NLRB Treats Charter Schools as Private Corporations

(Photo: Pixabay, Creative Commons)

(Photo: Pixabay, Creative Commons)

A decision by the National Labor Relations Board in two separate cases last week stated that charter schools are not public schools, but are, in fact, private corporations.

While the decisions only apply to the cases in question, involving efforts to unionize at charter schools in New York and Pennsylvania, the labor board will now find themselves at the center of a debate concerning the nature of charter schools. Publicly funded but privately run, the institutions enroll close to three million students across the country.

Charter school advocates maintain that the schools are public schools, arguing that they are tuition-free, open-enrollment institutions with the majority of funding coming from tax dollars. However, critics such as union leaders say charters are in fact private entities that replace public schools. They add that the schools are run by elected officials with the help of nonprofit and for-profit corporations that are run by unelected boards and are held unaccountable by voters, writes Emma Brown for The Washington Post.

The pair of decisions issued by the board both came down on August 24, ruling that Hyde Leadership Charter School in Brooklyn and the Pennsylvania Virtual Charter School are private corporations that receive taxpayer dollars. In addition, the board found that despite New York state law saying charter schools exist "within the public school system," the schools had not been established by a government entity, adding that the people who administer them are not held accountable to public officials or voters, reports Matt Barnum for The 74.
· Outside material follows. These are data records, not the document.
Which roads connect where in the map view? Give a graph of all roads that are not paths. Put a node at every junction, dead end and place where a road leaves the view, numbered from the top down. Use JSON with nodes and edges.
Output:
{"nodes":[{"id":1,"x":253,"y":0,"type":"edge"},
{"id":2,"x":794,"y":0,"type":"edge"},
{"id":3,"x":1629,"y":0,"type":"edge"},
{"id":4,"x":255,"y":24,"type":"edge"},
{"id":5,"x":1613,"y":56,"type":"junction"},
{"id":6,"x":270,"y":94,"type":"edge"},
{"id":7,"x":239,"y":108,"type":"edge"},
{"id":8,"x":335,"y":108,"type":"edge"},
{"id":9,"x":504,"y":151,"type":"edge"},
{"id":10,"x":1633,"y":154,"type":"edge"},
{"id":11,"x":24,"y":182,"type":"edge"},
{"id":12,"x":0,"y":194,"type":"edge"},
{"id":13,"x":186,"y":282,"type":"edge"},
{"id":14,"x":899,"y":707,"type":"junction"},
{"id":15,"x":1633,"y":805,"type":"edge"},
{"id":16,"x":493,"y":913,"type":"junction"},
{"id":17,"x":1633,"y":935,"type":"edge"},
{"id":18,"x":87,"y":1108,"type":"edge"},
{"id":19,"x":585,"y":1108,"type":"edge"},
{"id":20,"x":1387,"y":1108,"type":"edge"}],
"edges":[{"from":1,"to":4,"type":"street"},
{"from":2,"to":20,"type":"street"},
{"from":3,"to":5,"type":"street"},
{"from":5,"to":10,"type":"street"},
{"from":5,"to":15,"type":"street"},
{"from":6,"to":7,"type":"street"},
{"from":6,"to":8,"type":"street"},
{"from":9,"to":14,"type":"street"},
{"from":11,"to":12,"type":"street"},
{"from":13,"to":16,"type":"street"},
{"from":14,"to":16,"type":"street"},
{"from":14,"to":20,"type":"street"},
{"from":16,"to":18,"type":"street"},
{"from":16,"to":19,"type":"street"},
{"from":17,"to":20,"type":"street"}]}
As a result of the decisions, employees of the schools must organize under the National Labor Relations Act, which applies to private-sector employees. They had been trying to organize under state laws applying to public sector employees.

Because charter schools are still relatively new, as the first law allowing the schools to operate was passed only 25 years ago, courts are still determining whether they should be considered public or private institutions. Carl Korn, spokesman for the New York State United Teachers, said that charter schools use this to their advantage:

"Charter management claims charters are public schools when they want taxpayers' money, but use legal maneuvers to hide from public audits, seek to evade the rules that govern public pre-K programs and, in this case, claim they are private schools when it comes to union representational elections," Korn told the Times-Union.

Meanwhile, Todd Ziebarth, senior vice president at the National Alliance for Public Charter Schools, noted that the decisions made by the board are narrow and only apply to the two schools in question. While he did say that charter schools do differ from public schools in that they are exempt from a number of rules and regulations that apply to public schools, he concluded by saying that charter schools are public schools. He added that private schools are exclusive in ways that charter schools are not.

"They don't charge tuition and they don't have admissions requirements," Ziebarth said, and they are accountable to public officials in several ways, including through state legislators responsible for the state laws that govern how charter schools are approved and allowed to operate. "These are public schools and part of the public education system."